Noisy, joyful, and scruffy around the edges, Screens is a welcome shot of adrenaline for any established punk or pop-punk fan, though it likely won’t do much to earn new converts. “California” might come the closest to universal appeal, straight out of the early nineties Bay Area scene, with something sweet and wistful at it’s centre. It’s currently out on the gloriously named Dirtnap Records.

Hillary Pasternak



Polo Grounds Music/RCA Records

Let’s get real: LONG.LIVE.A$AP deserves a “fucking finally” from all A$AP Rocky fans. Waiting almost two years for an album (while barely living on two singles in 2012), and still loving it, just proves Rocky’s fan base is spectacular. And so is he.

Featuring artists with just as much talent and cred as Rocky, such as Kendrick Lamar, 2 Chainz, Schoolboy Q, Joey Bada$$, and Skrillex, LONG.LIVE.A$AP meets, if not exceeds, fans’ expectations.

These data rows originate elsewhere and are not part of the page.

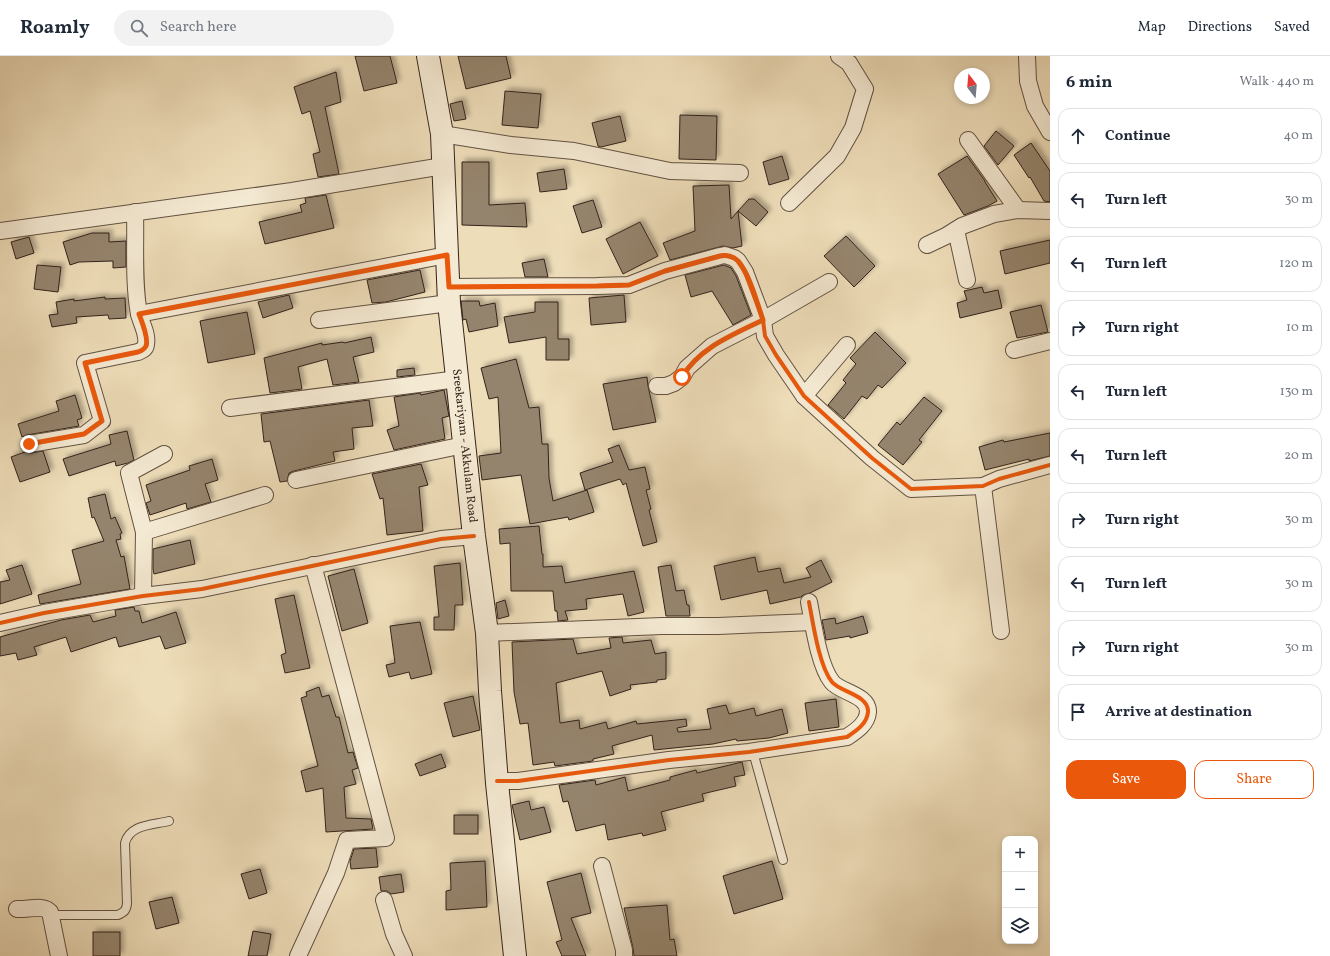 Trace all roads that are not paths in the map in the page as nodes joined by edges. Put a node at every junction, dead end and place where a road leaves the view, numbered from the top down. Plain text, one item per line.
1 (428, 56) edge
2 (840, 56) edge
3 (1027, 56) edge
4 (1050, 132) edge
5 (442, 134) junction
6 (968, 140) dead end
7 (443, 166) junction
8 (740, 173) dead end
9 (789, 203) dead end
10 (1018, 210) junction
11 (1050, 211) edge
12 (135, 212) junction
13 (956, 230) junction
14 (0, 231) edge
15 (927, 245) dead end
16 (447, 255) junction
17 (967, 280) dead end
18 (829, 282) dead end
19 (449, 295) junction
20 (139, 314) junction
21 (319, 320) dead end
22 (763, 320) junction
23 (1050, 341) edge
24 (847, 345) dead end
25 (1014, 350) dead end
26 (458, 380) junction
27 (657, 386) dead end
28 (804, 396) junction
29 (230, 408) dead end
30 (29, 444) dead end
31 (464, 444) junction
32 (164, 454) dead end
33 (1050, 466) edge
34 (296, 480) dead end
35 (983, 486) junction
36 (265, 495) dead end
37 (144, 532) junction
38 (474, 536) junction
39 (313, 565) junction
40 (143, 596) junction
41 (809, 602) dead end
42 (812, 622) junction
43 (0, 623) edge
44 (1001, 631) dead end
45 (487, 633) junction
46 (753, 752) junction
47 (497, 780) junction
48 (169, 821) dead end
49 (783, 860) dead end
50 (602, 866) dead end
51 (384, 900) dead end
52 (17, 909) dead end
53 (51, 915) junction
54 (59, 956) edge
55 (298, 956) edge
56 (404, 956) edge
57 (514, 956) edge
58 (624, 956) edge

1 - 5 main road, Sreekariyam - Akkulam Road
2 - 9 street
3 - 4 street
5 - 7 main road, Sreekariyam - Akkulam Road
5 - 8 street
6 - 10 street
7 - 12 street
7 - 16 main road, Sreekariyam - Akkulam Road
10 - 11 street
10 - 13 street
12 - 14 street
12 - 20 street
13 - 15 street
13 - 17 street
16 - 19 main road, Sreekariyam - Akkulam Road
16 - 20 street
18 - 22 street
19 - 21 street
19 - 22 street
19 - 26 main road, Sreekariyam - Akkulam Road
20 - 30 street
22 - 27 street
22 - 28 street
23 - 25 street
24 - 28 street
26 - 29 street
26 - 31 main road, Sreekariyam - Akkulam Road
28 - 35 street
31 - 34 street
31 - 38 main road, Sreekariyam - Akkulam Road
32 - 37 street
33 - 35 street
35 - 44 street
36 - 37 street
37 - 40 street
38 - 39 street
38 - 45 main road, Sreekariyam - Akkulam Road
39 - 40 street
39 - 55 street
40 - 43 street
41 - 42 street
42 - 45 street
42 - 46 street
45 - 47 main road, Sreekariyam - Akkulam Road
46 - 47 street
46 - 49 lane
47 - 57 main road, Sreekariyam - Akkulam Road
48 - 53 lane
50 - 58 street
51 - 56 street
52 - 53 street
53 - 54 street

Rocky explores different styles of music, and showcases his voice in songs that have different vibes and appeal to a larger audience. Ranging from dubstep in “Wild for the Night,” to more mainstream hip hop in “Goldie,” to the A$AP that we know and love in “Long Live A$AP,” Rocky’s originality and soul shine through. While some criticize him for creating ‘shallow’ music, this album was the perfect way to prove them wrong.

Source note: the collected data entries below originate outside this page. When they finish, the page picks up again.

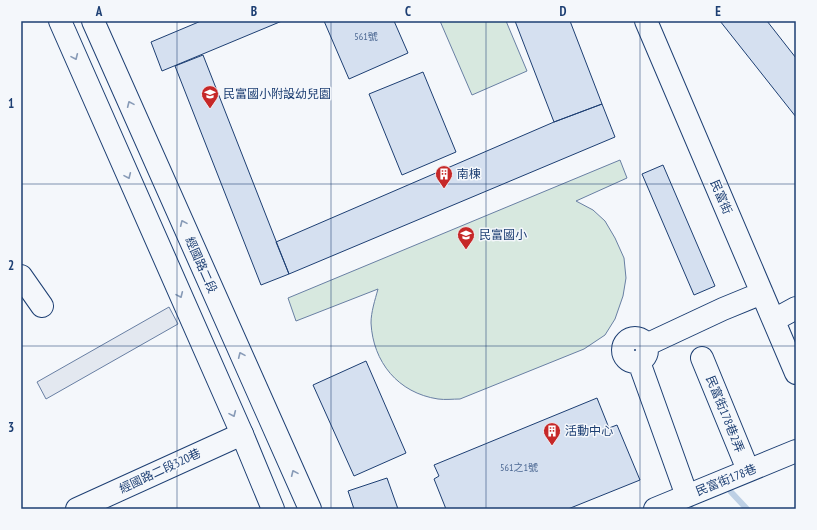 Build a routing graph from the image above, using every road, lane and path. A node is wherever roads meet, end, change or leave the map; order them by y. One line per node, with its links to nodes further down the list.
1 (60, 21): 11 (main road, one-way to 11)
2 (93, 21): 18 (main road, 經國路二段, one-way to 2)
3 (646, 21): 5 (main road, 民富街)
4 (21, 276): 6 (main road)
5 (762, 293): 8 (main road, 民富街); 14 (main road)
6 (42, 306)
7 (796, 308): 8 (main road)
8 (774, 320): 10 (main road, 民富街)
9 (702, 358): 13 (main road, 民富街178巷2弄)
10 (796, 373)
11 (242, 434): 15 (main road, 經國路二段320巷); 17 (main road)
12 (796, 450): 13 (main road, 民富街178巷)
13 (748, 470): 14 (main road, 民富街178巷)
14 (687, 496): 16 (main road, 民富街178巷)
15 (88, 507)
16 (660, 508)
17 (273, 509)
18 (310, 509)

My personal favourite from his new album is currently “Phoenix,” if only because it’s different than his usual work. Its beat has a mellower, dreamy sound, over which Rocky claims he “sings the ghetto gospel.” Something one would expect to hear on a Thursday night at Bluedog, “Phoenix” is music to relax to.

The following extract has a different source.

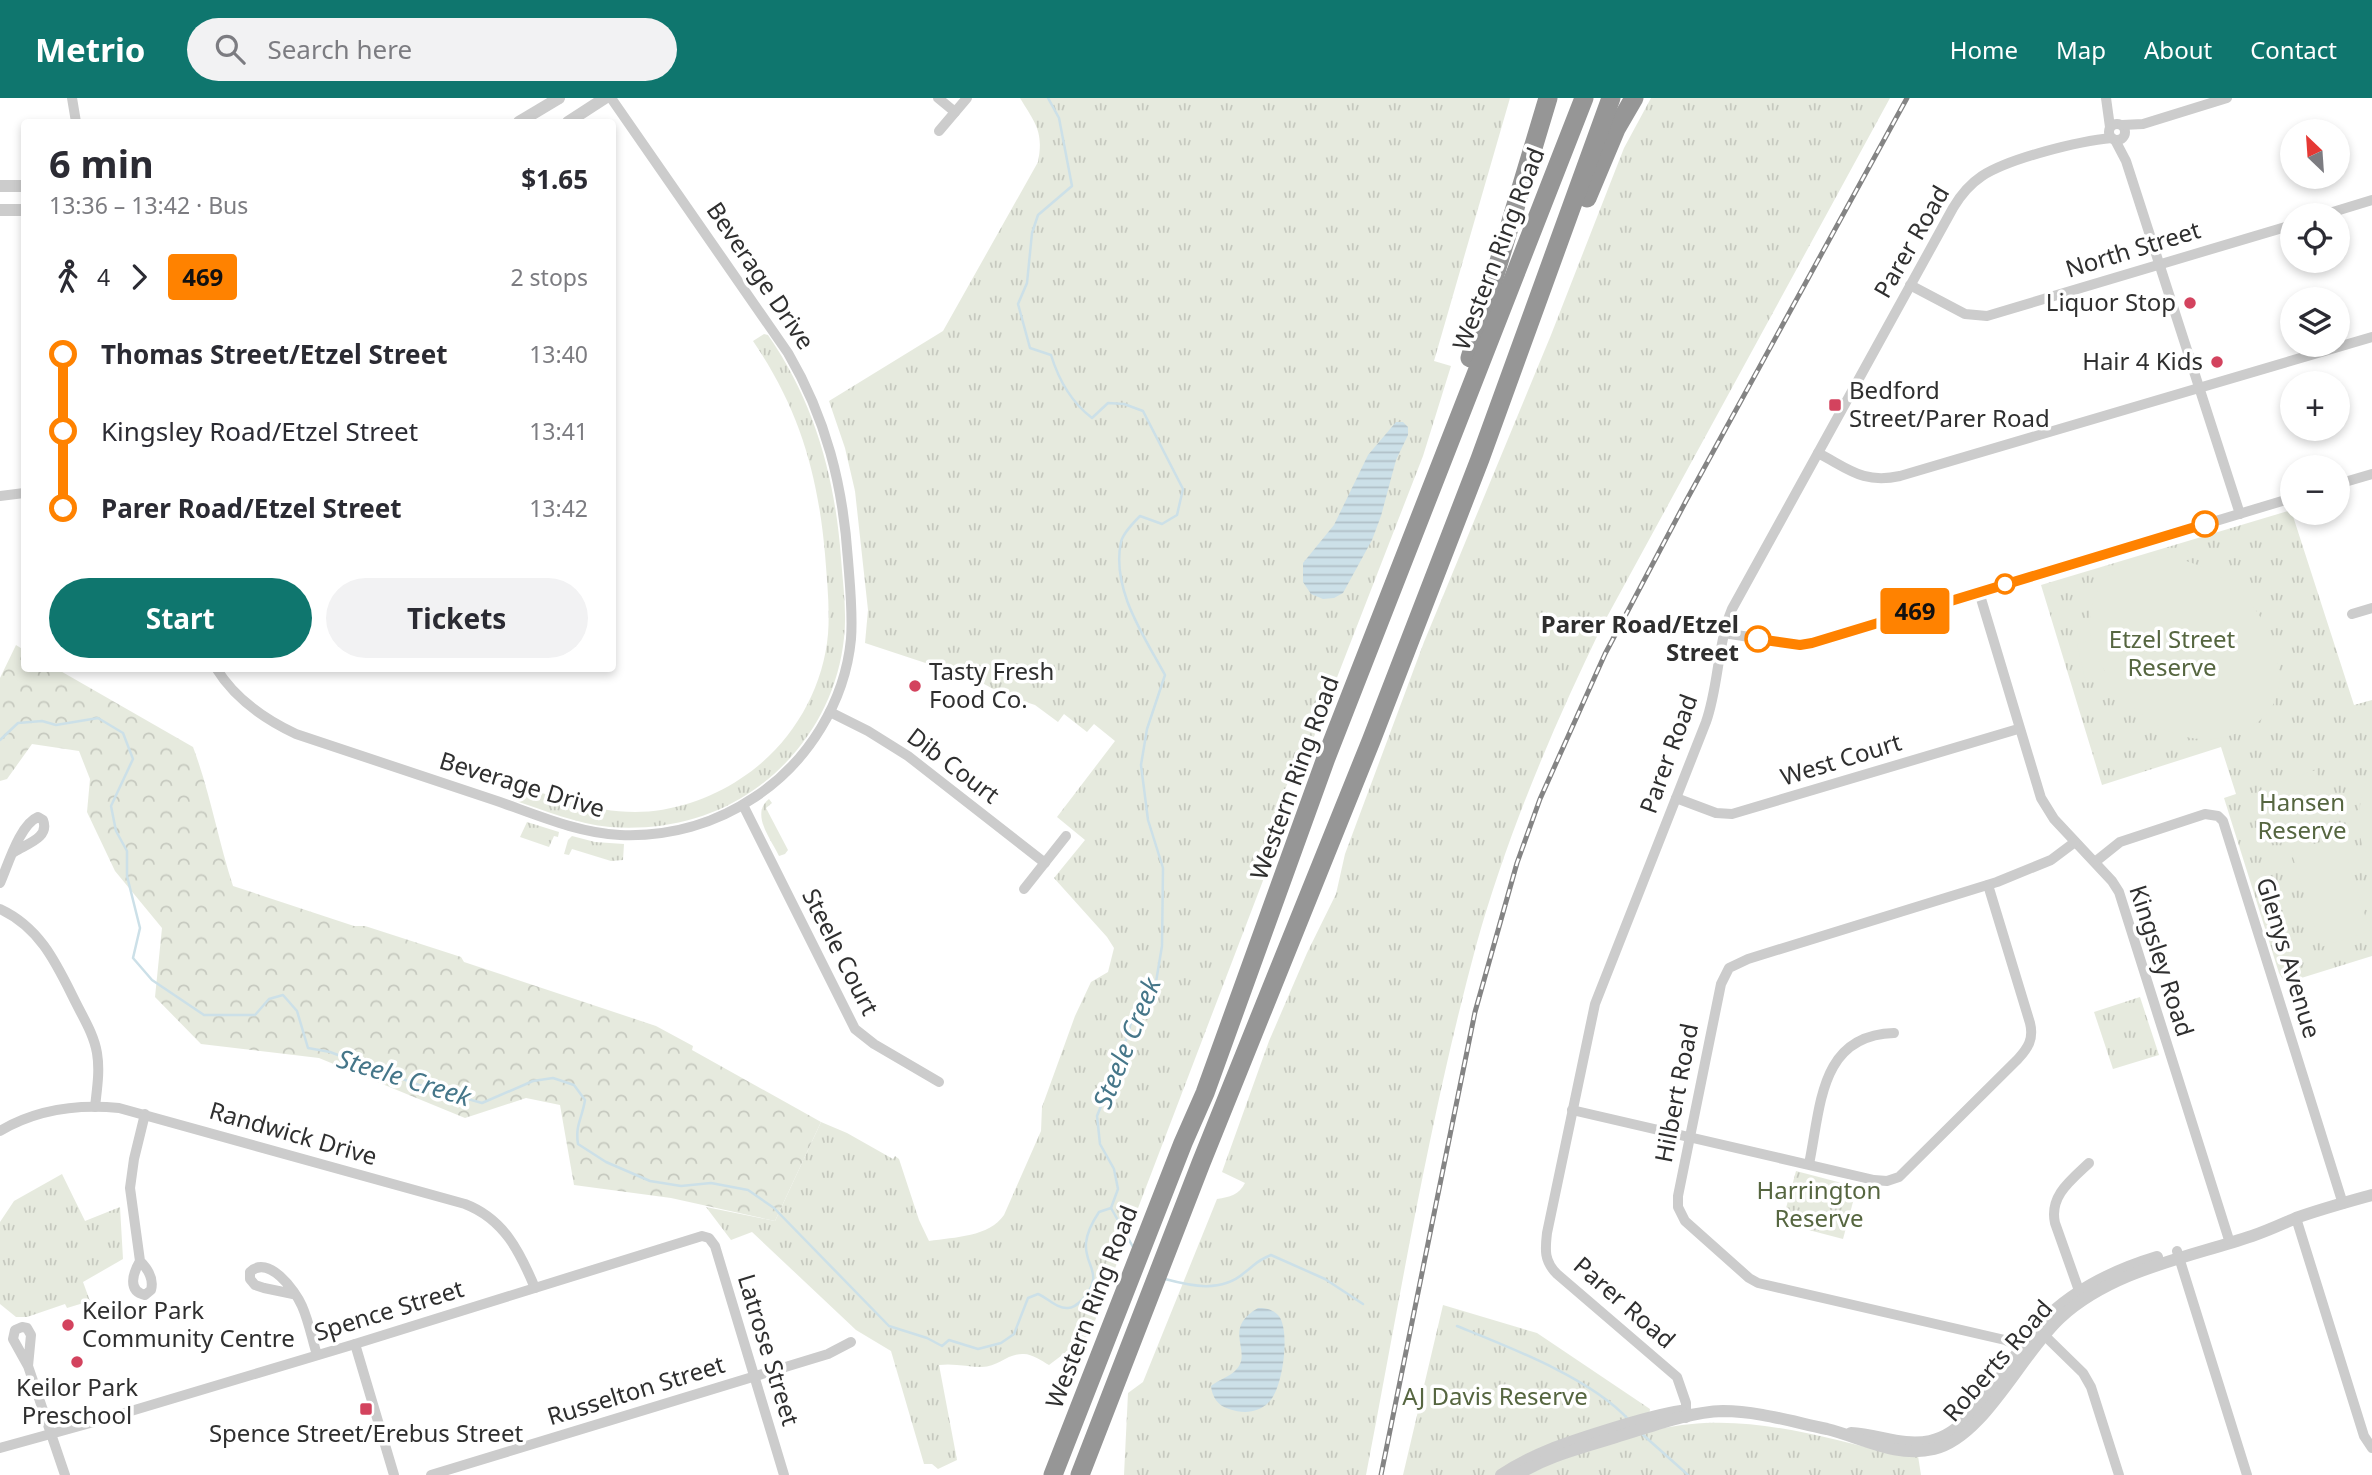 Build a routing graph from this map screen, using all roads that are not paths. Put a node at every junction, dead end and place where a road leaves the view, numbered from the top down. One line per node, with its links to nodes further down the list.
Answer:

“Goldie” has also become another favourite. Sure, it has a beat that inspires moves and confidence beyond a listener’s normal abilities, but its fantastic lines like, “you could call me Billy Gates, got a crib in every state,” that remind me why I love listening to Rocky.

But “1 Train” will be a pick for true fans. Not only does it include some of the most talented artists of the genre, the song is six minutes of just rapping to a background of tense music. Though the violin creates a nice consistent beat to move to, once again, it’s the content that makes this song, and the album, spectacular.

Ceren Eroglu


Boy & the Echo Choir – It All Shines

My Little Cab Records

The newest album from French indie artists Boy & the Echo Choir, It All Shines, combines the whispy vocals of Caroline Gabard and transient guitar riffs and piano solos of band members Jean-Christophe Lacroix and Florian Chauvet to create an album of melancholic disorder. In contrast to the group’s previous album, the mostly instrumental All We Left Behind, the newest release focuses more on eerie lyricism and reedy musical inserts. Gabard has a sound strikingly similar to English vocalist Dido, her voice a depressive wail, resonant with loss, especially in songs like “Impossible Heart.”

The group takes an experimental approach with their instrumentals, including electric guitar solos stopped short by intruding saxophone chords – creating an uncomfortable collision of sound. The album creates an extremely depressing aura, as the music trudges along in a seemingly funeral-like procession of dark pop. While the goal of the album was to create a “deep disorder in beauty,” the mix of sporadic instrumental interludes along with eerie vocals and tone convey more chaos than pleasure. The only exception on the album is “The Organs,” a song with various electronic guitar loops that break the heavy sadness of Gabard’s lyrics with more upbeat and tribal grooves. It All Shines is set to be released the 30th of this month, however, it may not be worth your precious listening time.